- _TASK PROMPT_
Each record is to be given again without alteration.
_ _ _
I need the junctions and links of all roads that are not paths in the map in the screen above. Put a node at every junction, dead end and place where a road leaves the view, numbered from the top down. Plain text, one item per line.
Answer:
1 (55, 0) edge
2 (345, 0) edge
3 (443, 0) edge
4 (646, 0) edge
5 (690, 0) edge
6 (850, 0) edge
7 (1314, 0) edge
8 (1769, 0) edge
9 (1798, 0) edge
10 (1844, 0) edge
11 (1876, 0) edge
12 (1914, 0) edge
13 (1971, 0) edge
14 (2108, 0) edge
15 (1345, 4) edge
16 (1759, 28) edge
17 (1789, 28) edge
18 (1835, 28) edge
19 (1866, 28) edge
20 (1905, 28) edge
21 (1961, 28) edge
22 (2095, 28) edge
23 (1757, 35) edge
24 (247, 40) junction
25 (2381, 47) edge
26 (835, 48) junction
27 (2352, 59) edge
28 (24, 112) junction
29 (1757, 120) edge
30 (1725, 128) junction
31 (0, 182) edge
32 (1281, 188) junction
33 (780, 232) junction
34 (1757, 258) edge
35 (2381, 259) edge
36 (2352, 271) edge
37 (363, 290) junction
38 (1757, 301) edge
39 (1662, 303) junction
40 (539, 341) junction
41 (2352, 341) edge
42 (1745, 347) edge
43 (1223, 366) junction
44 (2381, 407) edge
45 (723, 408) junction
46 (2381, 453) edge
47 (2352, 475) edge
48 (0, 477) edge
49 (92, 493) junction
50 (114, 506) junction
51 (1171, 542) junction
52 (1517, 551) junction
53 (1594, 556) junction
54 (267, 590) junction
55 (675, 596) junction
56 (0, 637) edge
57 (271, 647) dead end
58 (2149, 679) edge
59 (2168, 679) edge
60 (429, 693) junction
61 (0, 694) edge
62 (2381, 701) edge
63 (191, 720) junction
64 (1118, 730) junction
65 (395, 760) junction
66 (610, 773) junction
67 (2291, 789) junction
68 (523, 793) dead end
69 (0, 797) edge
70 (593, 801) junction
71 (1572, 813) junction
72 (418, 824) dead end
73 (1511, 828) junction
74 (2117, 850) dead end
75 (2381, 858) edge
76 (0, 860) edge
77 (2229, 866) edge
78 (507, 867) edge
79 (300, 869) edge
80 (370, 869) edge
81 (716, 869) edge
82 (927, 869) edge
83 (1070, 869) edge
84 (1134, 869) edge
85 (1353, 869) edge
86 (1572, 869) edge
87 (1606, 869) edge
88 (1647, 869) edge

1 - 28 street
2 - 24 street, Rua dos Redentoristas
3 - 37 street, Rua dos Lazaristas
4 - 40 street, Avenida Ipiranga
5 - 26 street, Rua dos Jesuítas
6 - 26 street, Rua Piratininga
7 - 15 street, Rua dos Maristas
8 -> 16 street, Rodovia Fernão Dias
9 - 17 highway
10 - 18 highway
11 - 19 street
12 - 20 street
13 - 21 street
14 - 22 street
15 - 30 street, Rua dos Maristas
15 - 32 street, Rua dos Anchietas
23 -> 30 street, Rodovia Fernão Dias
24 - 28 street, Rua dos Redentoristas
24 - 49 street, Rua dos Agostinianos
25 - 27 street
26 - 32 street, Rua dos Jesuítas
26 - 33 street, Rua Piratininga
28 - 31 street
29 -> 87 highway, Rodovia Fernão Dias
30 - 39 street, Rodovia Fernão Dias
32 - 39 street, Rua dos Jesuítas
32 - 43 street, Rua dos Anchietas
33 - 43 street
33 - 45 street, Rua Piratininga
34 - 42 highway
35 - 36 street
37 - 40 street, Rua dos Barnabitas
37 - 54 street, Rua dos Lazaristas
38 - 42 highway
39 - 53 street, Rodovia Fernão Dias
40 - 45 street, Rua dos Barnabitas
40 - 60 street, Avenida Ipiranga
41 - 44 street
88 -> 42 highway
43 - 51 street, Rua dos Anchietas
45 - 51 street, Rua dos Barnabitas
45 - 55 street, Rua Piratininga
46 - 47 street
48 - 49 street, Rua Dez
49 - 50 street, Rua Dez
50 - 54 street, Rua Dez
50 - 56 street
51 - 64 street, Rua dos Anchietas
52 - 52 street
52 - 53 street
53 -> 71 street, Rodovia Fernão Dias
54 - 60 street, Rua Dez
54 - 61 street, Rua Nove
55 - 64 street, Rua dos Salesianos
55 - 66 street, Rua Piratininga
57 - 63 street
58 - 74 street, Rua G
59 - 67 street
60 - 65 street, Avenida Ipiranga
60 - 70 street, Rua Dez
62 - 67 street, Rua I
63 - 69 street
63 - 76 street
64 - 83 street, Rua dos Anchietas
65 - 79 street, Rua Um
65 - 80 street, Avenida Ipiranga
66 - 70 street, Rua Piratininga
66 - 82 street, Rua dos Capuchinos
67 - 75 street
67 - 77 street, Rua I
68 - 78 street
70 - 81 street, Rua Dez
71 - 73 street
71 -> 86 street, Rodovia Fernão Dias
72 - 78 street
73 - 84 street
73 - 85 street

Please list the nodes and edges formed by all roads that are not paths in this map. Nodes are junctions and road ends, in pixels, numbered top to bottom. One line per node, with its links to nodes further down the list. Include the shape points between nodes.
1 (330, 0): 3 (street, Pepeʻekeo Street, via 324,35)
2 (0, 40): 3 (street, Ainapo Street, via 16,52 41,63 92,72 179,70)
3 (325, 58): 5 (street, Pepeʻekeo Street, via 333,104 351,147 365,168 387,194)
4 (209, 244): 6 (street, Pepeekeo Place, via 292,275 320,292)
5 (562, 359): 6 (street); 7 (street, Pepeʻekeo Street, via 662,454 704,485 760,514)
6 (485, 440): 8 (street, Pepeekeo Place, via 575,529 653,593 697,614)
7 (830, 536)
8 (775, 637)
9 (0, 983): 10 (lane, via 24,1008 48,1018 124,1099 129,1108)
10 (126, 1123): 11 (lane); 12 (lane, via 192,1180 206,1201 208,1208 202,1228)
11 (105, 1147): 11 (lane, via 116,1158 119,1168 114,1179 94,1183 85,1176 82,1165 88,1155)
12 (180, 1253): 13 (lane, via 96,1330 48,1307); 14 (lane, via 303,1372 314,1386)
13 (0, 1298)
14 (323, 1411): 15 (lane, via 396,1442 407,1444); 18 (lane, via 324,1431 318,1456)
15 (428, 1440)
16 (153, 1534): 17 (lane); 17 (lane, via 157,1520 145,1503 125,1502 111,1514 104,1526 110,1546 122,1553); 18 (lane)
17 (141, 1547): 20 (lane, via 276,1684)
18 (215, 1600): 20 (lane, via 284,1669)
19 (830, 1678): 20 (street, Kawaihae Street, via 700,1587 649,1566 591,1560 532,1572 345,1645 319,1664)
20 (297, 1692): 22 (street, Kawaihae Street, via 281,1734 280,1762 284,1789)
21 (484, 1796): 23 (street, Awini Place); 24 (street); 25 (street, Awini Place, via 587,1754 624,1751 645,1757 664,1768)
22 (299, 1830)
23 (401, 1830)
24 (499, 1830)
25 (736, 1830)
_ _ _
- _EXERCISE OUTPUT_
I need the junctions and links of all roads that are not paths in the map in the screen above. Put a node at every junction, dead end and place where a road leaves the view, numbered from the top down. Plain text, one item per line.
Answer:
1 (55, 0) edge
2 (345, 0) edge
3 (443, 0) edge
4 (646, 0) edge
5 (690, 0) edge
6 (850, 0) edge
7 (1314, 0) edge
8 (1769, 0) edge
9 (1798, 0) edge
10 (1844, 0) edge
11 (1876, 0) edge
12 (1914, 0) edge
13 (1971, 0) edge
14 (2108, 0) edge
15 (1345, 4) edge
16 (1759, 28) edge
17 (1789, 28) edge
18 (1835, 28) edge
19 (1866, 28) edge
20 (1905, 28) edge
21 (1961, 28) edge
22 (2095, 28) edge
23 (1757, 35) edge
24 (247, 40) junction
25 (2381, 47) edge
26 (835, 48) junction
27 (2352, 59) edge
28 (24, 112) junction
29 (1757, 120) edge
30 (1725, 128) junction
31 (0, 182) edge
32 (1281, 188) junction
33 (780, 232) junction
34 (1757, 258) edge
35 (2381, 259) edge
36 (2352, 271) edge
37 (363, 290) junction
38 (1757, 301) edge
39 (1662, 303) junction
40 (539, 341) junction
41 (2352, 341) edge
42 (1745, 347) edge
43 (1223, 366) junction
44 (2381, 407) edge
45 (723, 408) junction
46 (2381, 453) edge
47 (2352, 475) edge
48 (0, 477) edge
49 (92, 493) junction
50 (114, 506) junction
51 (1171, 542) junction
52 (1517, 551) junction
53 (1594, 556) junction
54 (267, 590) junction
55 (675, 596) junction
56 (0, 637) edge
57 (271, 647) dead end
58 (2149, 679) edge
59 (2168, 679) edge
60 (429, 693) junction
61 (0, 694) edge
62 (2381, 701) edge
63 (191, 720) junction
64 (1118, 730) junction
65 (395, 760) junction
66 (610, 773) junction
67 (2291, 789) junction
68 (523, 793) dead end
69 (0, 797) edge
70 (593, 801) junction
71 (1572, 813) junction
72 (418, 824) dead end
73 (1511, 828) junction
74 (2117, 850) dead end
75 (2381, 858) edge
76 (0, 860) edge
77 (2229, 866) edge
78 (507, 867) edge
79 (300, 869) edge
80 (370, 869) edge
81 (716, 869) edge
82 (927, 869) edge
83 (1070, 869) edge
84 (1134, 869) edge
85 (1353, 869) edge
86 (1572, 869) edge
87 (1606, 869) edge
88 (1647, 869) edge

1 - 28 street
2 - 24 street, Rua dos Redentoristas
3 - 37 street, Rua dos Lazaristas
4 - 40 street, Avenida Ipiranga
5 - 26 street, Rua dos Jesuítas
6 - 26 street, Rua Piratininga
7 - 15 street, Rua dos Maristas
8 -> 16 street, Rodovia Fernão Dias
9 - 17 highway
10 - 18 highway
11 - 19 street
12 - 20 street
13 - 21 street
14 - 22 street
15 - 30 street, Rua dos Maristas
15 - 32 street, Rua dos Anchietas
23 -> 30 street, Rodovia Fernão Dias
24 - 28 street, Rua dos Redentoristas
24 - 49 street, Rua dos Agostinianos
25 - 27 street
26 - 32 street, Rua dos Jesuítas
26 - 33 street, Rua Piratininga
28 - 31 street
29 -> 87 highway, Rodovia Fernão Dias
30 - 39 street, Rodovia Fernão Dias
32 - 39 street, Rua dos Jesuítas
32 - 43 street, Rua dos Anchietas
33 - 43 street
33 - 45 street, Rua Piratininga
34 - 42 highway
35 - 36 street
37 - 40 street, Rua dos Barnabitas
37 - 54 street, Rua dos Lazaristas
38 - 42 highway
39 - 53 street, Rodovia Fernão Dias
40 - 45 street, Rua dos Barnabitas
40 - 60 street, Avenida Ipiranga
41 - 44 street
88 -> 42 highway
43 - 51 street, Rua dos Anchietas
45 - 51 street, Rua dos Barnabitas
45 - 55 street, Rua Piratininga
46 - 47 street
48 - 49 street, Rua Dez
49 - 50 street, Rua Dez
50 - 54 street, Rua Dez
50 - 56 street
51 - 64 street, Rua dos Anchietas
52 - 52 street
52 - 53 street
53 -> 71 street, Rodovia Fernão Dias
54 - 60 street, Rua Dez
54 - 61 street, Rua Nove
55 - 64 street, Rua dos Salesianos
55 - 66 street, Rua Piratininga
57 - 63 street
58 - 74 street, Rua G
59 - 67 street
60 - 65 street, Avenida Ipiranga
60 - 70 street, Rua Dez
62 - 67 street, Rua I
63 - 69 street
63 - 76 street
64 - 83 street, Rua dos Anchietas
65 - 79 street, Rua Um
65 - 80 street, Avenida Ipiranga
66 - 70 street, Rua Piratininga
66 - 82 street, Rua dos Capuchinos
67 - 75 street
67 - 77 street, Rua I
68 - 78 street
70 - 81 street, Rua Dez
71 - 73 street
71 -> 86 street, Rodovia Fernão Dias
72 - 78 street
73 - 84 street
73 - 85 street

Please list the nodes and edges formed by all roads that are not paths in this map. Nodes are junctions and road ends, in pixels, numbered top to bottom. One line per node, with its links to nodes further down the list. Include the shape points between nodes.
1 (330, 0): 3 (street, Pepeʻekeo Street, via 324,35)
2 (0, 40): 3 (street, Ainapo Street, via 16,52 41,63 92,72 179,70)
3 (325, 58): 5 (street, Pepeʻekeo Street, via 333,104 351,147 365,168 387,194)
4 (209, 244): 6 (street, Pepeekeo Place, via 292,275 320,292)
5 (562, 359): 6 (street); 7 (street, Pepeʻekeo Street, via 662,454 704,485 760,514)
6 (485, 440): 8 (street, Pepeekeo Place, via 575,529 653,593 697,614)
7 (830, 536)
8 (775, 637)
9 (0, 983): 10 (lane, via 24,1008 48,1018 124,1099 129,1108)
10 (126, 1123): 11 (lane); 12 (lane, via 192,1180 206,1201 208,1208 202,1228)
11 (105, 1147): 11 (lane, via 116,1158 119,1168 114,1179 94,1183 85,1176 82,1165 88,1155)
12 (180, 1253): 13 (lane, via 96,1330 48,1307); 14 (lane, via 303,1372 314,1386)
13 (0, 1298)
14 (323, 1411): 15 (lane, via 396,1442 407,1444); 18 (lane, via 324,1431 318,1456)
15 (428, 1440)
16 (153, 1534): 17 (lane); 17 (lane, via 157,1520 145,1503 125,1502 111,1514 104,1526 110,1546 122,1553); 18 (lane)
17 (141, 1547): 20 (lane, via 276,1684)
18 (215, 1600): 20 (lane, via 284,1669)
19 (830, 1678): 20 (street, Kawaihae Street, via 700,1587 649,1566 591,1560 532,1572 345,1645 319,1664)
20 (297, 1692): 22 (street, Kawaihae Street, via 281,1734 280,1762 284,1789)
21 (484, 1796): 23 (street, Awini Place); 24 (street); 25 (street, Awini Place, via 587,1754 624,1751 645,1757 664,1768)
22 (299, 1830)
23 (401, 1830)
24 (499, 1830)
25 (736, 1830)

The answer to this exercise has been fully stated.